The SEIU bureaucrats who are trying to impose this lousy contract have no worries about making ends meet. SEIU national President Mary Kay Henry pockets at least $279,044 a year, according to the union’s most recent filing with the US Labor Department.

Less than 24-hours after the announcement, over 200 workers commented on the local’s Facebook page, overwhelmingly calling for a no vote on the rotten deal. Below is a selection that reflects those sentiments:

“… peanuts for inflation and ridiculous gas prices. Most county workers live outside the county for affordable housing. The small ‘bonus’ is a slap in the face for working under an expired contract,” said Jeff Jensen.

“We deserve better. We need not ratify and force union to bargain for a better raise for our public service. A 98% vote to strike deserves more respect and better union representation,” wrote Rob Correa. 

“AWFUL!!! DISGUSTING!! Inflation at 8-9 percent, and the Union comes back with 5.5% and a ‘bonus’ less than a net amount of a paycheck? Terrible negotiation!” said Lawrence Carnow.

“VOTE NO! What a bunch of sellouts. Don’t be afraid to strike this is our only chance to squeeze the board who’s about to approve a $40 BILLION budget!!! Don’t let them call your bluff get a mob of real fighters inside the bargaining cage who don’t lowball. 35% or get the hell out! Go back and SQUEEZE HARDER! This is not how you wage combat in an inflationary environment,” Timothy P. Lozano posted.

Workers must prepare now to counter the efforts by the SEIU to ram through this rotten deal. SEIU officials will use every dirty trick in the book—lies, intimidation, rushing a vote before workers have sufficient time to read and discuss the proposal—to get this passed.

That is why workers should form a rank-and-file committee to mount a campaign to defeat this deal and prepare an all-out strike to win a substantial increase in wages to make up for years of union-backed concessions and protect workers against surging inflation. In every county worksite, workers should elect rank-and-file committees, made up of the most militant and trusted workers who will fight for what workers need, not what the big business politicians claim is affordable.

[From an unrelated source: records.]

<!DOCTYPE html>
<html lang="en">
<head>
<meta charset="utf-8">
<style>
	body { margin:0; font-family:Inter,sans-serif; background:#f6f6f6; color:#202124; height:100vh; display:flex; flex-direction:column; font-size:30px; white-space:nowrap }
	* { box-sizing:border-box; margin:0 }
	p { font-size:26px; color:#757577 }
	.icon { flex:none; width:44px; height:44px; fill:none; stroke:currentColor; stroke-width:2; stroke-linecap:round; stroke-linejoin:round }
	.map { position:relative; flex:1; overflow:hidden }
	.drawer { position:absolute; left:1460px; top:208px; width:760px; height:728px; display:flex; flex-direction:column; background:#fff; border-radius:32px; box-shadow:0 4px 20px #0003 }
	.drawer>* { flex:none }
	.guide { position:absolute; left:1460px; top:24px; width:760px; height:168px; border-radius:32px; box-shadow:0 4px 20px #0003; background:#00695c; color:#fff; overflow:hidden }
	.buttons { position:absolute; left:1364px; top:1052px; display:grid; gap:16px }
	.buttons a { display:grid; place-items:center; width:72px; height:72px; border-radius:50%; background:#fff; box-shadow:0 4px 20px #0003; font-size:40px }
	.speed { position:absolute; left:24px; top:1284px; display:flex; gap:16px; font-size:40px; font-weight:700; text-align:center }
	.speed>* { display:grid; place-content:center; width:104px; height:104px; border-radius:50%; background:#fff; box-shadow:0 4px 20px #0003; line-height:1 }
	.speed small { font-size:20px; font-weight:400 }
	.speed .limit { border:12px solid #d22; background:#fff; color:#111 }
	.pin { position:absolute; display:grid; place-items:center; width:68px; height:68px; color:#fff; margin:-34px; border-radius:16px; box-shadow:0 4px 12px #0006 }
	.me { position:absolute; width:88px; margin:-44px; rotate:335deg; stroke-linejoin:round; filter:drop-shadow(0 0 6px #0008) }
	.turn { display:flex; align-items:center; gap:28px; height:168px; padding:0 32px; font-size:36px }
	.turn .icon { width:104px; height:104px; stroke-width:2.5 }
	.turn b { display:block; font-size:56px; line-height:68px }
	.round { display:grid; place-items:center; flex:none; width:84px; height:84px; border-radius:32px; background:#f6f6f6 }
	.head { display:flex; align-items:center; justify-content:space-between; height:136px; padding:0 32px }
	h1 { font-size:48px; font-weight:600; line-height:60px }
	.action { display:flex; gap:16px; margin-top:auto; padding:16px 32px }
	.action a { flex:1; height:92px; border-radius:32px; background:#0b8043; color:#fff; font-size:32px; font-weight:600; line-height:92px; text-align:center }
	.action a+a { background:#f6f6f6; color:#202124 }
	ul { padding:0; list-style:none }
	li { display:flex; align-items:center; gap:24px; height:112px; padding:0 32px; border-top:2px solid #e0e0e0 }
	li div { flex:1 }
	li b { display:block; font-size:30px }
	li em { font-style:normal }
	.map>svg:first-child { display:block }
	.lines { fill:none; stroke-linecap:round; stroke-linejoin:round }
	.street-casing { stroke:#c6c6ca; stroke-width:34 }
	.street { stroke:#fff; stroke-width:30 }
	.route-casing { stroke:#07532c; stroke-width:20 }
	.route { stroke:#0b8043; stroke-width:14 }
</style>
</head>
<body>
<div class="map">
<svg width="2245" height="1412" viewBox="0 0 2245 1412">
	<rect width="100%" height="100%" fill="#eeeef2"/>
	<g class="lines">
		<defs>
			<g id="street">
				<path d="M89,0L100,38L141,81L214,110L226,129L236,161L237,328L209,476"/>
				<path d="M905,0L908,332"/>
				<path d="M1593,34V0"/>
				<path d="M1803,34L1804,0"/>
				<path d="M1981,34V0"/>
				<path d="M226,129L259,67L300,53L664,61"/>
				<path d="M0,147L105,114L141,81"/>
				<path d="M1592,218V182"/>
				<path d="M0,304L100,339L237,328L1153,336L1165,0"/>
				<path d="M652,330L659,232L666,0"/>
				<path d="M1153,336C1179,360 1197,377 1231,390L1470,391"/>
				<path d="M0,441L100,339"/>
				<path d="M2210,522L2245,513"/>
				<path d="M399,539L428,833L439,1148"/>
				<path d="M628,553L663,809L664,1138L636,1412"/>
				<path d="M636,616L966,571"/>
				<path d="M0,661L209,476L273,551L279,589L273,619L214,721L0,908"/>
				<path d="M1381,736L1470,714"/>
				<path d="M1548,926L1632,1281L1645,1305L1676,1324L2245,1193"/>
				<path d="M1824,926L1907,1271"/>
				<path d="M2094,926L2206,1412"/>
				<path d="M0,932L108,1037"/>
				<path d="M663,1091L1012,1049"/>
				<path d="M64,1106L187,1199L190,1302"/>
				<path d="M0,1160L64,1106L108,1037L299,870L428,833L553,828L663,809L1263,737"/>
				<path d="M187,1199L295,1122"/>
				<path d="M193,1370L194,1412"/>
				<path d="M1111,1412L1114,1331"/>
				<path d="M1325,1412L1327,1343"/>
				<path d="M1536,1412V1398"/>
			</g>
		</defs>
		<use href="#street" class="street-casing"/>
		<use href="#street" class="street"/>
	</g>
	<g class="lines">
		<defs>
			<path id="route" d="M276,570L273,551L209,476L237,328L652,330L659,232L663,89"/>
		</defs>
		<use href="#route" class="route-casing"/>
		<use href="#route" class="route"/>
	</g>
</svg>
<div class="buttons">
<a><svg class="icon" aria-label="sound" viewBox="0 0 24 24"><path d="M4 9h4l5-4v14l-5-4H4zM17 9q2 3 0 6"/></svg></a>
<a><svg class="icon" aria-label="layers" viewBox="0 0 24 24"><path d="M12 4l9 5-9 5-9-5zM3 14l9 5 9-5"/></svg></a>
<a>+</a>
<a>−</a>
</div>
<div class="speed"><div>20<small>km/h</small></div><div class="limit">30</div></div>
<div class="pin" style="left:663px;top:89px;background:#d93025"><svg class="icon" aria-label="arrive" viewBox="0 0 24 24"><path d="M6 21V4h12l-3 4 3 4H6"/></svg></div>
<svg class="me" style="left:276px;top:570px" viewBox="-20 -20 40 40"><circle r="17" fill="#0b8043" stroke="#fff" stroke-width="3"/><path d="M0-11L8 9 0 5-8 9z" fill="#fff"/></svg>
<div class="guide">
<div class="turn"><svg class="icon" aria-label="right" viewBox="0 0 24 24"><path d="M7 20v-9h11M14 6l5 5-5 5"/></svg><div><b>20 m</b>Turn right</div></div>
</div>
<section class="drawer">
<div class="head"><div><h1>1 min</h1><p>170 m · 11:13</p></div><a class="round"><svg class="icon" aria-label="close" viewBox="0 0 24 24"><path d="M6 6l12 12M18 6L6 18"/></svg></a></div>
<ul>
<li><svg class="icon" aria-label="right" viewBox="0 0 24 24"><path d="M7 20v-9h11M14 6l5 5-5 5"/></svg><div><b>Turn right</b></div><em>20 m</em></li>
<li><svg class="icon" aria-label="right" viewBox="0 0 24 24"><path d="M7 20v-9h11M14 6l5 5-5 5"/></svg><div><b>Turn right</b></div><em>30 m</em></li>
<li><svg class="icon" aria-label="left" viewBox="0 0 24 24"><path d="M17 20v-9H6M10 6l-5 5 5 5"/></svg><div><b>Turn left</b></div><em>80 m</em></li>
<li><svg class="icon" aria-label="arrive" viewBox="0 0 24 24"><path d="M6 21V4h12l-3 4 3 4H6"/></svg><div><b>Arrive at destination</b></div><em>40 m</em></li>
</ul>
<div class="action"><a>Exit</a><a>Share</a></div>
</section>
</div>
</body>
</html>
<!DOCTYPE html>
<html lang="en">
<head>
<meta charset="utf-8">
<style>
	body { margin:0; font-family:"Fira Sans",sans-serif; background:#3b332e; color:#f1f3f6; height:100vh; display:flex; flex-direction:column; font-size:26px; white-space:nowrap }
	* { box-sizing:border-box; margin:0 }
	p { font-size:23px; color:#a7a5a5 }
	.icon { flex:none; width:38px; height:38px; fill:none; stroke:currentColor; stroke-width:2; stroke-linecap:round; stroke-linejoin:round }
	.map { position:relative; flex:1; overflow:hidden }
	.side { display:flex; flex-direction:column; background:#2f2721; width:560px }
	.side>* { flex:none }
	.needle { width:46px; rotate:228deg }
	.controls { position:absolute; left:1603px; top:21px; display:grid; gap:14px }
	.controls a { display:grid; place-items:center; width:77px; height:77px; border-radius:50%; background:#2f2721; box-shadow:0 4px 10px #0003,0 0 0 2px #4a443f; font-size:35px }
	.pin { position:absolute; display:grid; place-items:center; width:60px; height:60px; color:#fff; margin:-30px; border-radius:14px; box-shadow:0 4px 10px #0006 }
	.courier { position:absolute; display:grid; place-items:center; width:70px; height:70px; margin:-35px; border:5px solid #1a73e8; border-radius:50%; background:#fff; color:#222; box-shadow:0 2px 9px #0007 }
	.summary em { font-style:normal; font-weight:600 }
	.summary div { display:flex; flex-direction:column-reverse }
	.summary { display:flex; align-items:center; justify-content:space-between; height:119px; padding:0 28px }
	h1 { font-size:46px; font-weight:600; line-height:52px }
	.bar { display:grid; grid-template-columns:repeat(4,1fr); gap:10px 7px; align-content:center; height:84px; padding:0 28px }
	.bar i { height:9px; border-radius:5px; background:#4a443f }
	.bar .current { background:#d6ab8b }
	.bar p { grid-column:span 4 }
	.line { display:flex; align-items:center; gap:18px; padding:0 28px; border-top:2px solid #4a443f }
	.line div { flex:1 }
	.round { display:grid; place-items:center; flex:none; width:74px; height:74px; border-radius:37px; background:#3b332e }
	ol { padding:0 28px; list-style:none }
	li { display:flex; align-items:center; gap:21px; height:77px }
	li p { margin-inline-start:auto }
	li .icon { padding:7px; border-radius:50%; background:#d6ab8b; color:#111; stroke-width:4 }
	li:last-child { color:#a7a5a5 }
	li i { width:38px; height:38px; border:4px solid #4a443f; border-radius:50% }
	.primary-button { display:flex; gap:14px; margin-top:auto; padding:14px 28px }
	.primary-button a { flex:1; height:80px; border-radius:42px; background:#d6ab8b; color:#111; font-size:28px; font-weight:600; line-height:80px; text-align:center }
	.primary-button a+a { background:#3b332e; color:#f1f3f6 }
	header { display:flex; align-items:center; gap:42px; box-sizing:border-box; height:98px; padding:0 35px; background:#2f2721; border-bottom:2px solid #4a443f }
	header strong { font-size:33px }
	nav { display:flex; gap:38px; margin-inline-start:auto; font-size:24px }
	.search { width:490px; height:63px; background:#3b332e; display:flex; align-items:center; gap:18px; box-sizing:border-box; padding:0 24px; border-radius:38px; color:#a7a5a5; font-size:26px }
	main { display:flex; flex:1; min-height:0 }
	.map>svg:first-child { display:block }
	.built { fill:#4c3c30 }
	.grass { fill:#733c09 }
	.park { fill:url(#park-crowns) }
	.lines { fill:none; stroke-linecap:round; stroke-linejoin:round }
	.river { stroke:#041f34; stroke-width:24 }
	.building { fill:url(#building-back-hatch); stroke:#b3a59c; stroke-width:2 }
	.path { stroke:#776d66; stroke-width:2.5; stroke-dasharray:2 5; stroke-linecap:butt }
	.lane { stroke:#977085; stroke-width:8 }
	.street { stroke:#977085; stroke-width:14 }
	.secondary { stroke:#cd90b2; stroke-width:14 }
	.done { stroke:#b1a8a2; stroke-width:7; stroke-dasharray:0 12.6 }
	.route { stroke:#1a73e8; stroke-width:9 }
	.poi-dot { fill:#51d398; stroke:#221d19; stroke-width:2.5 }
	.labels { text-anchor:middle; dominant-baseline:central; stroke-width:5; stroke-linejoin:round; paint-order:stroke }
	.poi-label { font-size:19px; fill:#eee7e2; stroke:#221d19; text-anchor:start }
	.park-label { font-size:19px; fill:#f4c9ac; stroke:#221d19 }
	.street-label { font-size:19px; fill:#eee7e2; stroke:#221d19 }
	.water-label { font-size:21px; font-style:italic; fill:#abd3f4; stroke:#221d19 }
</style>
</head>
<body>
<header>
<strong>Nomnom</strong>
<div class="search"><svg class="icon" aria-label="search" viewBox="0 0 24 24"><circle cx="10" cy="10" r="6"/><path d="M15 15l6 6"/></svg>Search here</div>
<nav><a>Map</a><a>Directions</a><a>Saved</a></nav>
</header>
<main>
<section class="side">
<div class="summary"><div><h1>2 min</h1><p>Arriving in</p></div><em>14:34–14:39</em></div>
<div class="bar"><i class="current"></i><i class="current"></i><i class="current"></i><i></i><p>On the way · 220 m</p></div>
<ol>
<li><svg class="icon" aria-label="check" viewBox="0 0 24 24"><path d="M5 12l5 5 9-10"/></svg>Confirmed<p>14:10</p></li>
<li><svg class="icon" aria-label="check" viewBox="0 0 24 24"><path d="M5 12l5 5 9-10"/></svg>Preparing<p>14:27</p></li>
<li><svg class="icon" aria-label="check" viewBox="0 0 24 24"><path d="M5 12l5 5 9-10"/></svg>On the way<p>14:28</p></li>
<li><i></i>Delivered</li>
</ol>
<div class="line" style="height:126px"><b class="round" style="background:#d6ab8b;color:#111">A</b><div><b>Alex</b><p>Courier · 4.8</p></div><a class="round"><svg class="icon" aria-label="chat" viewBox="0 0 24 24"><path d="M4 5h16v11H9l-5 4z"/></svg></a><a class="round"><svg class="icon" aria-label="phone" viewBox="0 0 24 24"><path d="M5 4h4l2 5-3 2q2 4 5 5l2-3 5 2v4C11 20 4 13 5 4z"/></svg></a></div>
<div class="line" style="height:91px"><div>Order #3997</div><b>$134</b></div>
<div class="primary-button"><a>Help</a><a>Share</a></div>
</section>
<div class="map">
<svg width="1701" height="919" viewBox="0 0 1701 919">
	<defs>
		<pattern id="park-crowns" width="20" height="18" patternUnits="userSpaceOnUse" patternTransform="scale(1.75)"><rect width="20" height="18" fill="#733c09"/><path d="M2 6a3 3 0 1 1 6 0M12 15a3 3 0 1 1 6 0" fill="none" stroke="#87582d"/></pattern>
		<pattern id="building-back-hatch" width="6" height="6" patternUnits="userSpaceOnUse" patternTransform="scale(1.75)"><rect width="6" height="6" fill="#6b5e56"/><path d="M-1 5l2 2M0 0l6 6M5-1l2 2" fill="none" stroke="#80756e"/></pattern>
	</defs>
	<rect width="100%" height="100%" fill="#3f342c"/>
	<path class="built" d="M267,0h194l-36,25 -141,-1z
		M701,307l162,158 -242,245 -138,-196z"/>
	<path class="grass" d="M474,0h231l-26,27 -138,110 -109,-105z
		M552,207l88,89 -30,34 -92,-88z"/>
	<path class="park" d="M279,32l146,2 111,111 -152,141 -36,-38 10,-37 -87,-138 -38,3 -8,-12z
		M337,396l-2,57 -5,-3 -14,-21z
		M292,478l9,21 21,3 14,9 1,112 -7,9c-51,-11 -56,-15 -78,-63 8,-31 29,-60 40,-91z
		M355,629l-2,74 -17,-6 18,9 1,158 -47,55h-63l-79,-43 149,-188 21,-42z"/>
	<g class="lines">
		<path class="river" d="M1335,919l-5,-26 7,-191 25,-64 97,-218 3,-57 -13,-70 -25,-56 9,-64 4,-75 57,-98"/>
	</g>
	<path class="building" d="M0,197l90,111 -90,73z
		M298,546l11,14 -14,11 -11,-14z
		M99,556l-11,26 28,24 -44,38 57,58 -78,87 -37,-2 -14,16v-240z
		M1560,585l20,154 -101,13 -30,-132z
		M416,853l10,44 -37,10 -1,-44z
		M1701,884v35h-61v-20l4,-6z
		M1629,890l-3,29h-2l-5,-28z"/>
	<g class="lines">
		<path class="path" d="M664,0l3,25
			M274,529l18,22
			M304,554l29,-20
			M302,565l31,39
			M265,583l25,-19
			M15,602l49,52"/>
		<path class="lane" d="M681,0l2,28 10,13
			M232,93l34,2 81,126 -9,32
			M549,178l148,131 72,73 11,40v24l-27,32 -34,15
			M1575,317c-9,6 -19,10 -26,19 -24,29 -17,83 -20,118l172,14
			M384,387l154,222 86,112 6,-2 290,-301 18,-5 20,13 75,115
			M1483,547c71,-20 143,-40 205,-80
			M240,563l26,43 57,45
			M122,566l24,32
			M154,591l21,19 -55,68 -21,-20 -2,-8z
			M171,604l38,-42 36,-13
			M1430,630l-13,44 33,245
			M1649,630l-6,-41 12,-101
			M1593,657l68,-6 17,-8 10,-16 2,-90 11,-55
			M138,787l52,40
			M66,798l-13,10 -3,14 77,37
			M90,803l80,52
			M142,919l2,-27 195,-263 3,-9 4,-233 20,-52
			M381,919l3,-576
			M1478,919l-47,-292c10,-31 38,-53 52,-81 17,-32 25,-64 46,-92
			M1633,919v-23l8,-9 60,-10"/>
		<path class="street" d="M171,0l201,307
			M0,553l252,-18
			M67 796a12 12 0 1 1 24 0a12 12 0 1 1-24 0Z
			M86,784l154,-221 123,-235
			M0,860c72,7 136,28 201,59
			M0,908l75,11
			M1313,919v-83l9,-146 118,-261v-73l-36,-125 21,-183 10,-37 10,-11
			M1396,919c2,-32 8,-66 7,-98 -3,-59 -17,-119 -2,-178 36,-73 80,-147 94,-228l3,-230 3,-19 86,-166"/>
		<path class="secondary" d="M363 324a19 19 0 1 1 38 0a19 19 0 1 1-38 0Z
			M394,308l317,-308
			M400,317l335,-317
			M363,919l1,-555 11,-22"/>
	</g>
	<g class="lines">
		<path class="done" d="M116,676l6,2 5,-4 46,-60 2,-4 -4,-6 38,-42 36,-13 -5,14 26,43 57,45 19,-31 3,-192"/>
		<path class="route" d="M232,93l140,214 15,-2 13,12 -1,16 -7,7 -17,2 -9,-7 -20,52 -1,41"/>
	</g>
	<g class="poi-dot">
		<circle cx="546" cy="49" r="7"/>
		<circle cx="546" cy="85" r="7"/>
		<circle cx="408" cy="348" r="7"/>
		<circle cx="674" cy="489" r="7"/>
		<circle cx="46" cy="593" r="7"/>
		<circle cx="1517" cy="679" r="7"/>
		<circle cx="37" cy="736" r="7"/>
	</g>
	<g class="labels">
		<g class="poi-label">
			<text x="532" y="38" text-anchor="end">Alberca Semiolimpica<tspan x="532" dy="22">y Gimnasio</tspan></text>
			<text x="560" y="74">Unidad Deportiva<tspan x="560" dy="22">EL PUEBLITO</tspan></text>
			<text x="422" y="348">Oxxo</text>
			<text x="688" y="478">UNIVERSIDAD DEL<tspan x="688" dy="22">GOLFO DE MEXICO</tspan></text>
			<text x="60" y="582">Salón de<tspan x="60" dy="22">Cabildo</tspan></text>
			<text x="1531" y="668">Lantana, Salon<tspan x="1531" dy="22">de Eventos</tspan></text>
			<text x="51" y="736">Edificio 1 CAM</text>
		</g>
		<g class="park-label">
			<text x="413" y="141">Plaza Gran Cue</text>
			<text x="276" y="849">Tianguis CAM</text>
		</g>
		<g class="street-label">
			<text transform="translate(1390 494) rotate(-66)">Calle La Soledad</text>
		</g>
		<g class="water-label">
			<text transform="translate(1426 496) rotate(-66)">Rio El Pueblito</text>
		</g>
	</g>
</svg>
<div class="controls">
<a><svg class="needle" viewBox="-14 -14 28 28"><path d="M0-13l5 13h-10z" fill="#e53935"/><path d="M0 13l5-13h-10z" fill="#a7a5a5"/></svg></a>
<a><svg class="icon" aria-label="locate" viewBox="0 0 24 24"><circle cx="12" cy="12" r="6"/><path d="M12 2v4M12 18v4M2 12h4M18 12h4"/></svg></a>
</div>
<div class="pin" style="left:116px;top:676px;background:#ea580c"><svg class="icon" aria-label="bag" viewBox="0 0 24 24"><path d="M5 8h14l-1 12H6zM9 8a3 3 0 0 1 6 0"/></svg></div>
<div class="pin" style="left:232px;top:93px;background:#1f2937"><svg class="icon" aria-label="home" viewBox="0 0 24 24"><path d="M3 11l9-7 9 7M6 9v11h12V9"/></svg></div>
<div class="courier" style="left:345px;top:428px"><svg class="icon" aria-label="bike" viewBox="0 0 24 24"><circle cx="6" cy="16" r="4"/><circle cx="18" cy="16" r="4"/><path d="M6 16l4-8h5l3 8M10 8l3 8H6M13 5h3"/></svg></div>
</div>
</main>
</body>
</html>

The SEIU is deeply integrated into the Democratic Party, which controls every level of government in California, from the governor to both houses of the state legislature, to LA County and the City of Los Angeles. After handing trillions in pandemic relief to Wall Street, further enriching billionaires like Elon Musk, the Democrats claim there is no money for county workers to live decently. Tens of billions more are being wasted on the US-NATO proxy war against Russia, which threatens to erupt into world war.

If LA County workers reject this sellout, they can join the growing wave of struggles against austerity and social inequality. California and the West Coast more broadly is heating up quickly for what is going to be a summer of major class conflict. 

• 2,000 nurses went on strike for improved staffing levels, higher pay and better protections against the COVID-19 pandemic. Their strike last week at the Cedars-Sinai Medical Center was brought to an end by the SEIU-UHW without a contract. This followed the strike by 5,000 Stanford Health Care nurses, also sold out by the union.

• 25,000 dockworkers throughout the West Coast are facing a major battle when their contract expires July 1.

• 500 Chevron oil workers in Richmond, California, are still on strike since March.

• 34,000 Los Angeles teachers and support staff face a contract expiration on June 30.

County workers must take the struggle into their own hands, begin organizing a rank-and-file committee to prepare for a strike and reach out to other workers in the county and nationally. Uniting in a common struggle will put workers in an enormously powerful position.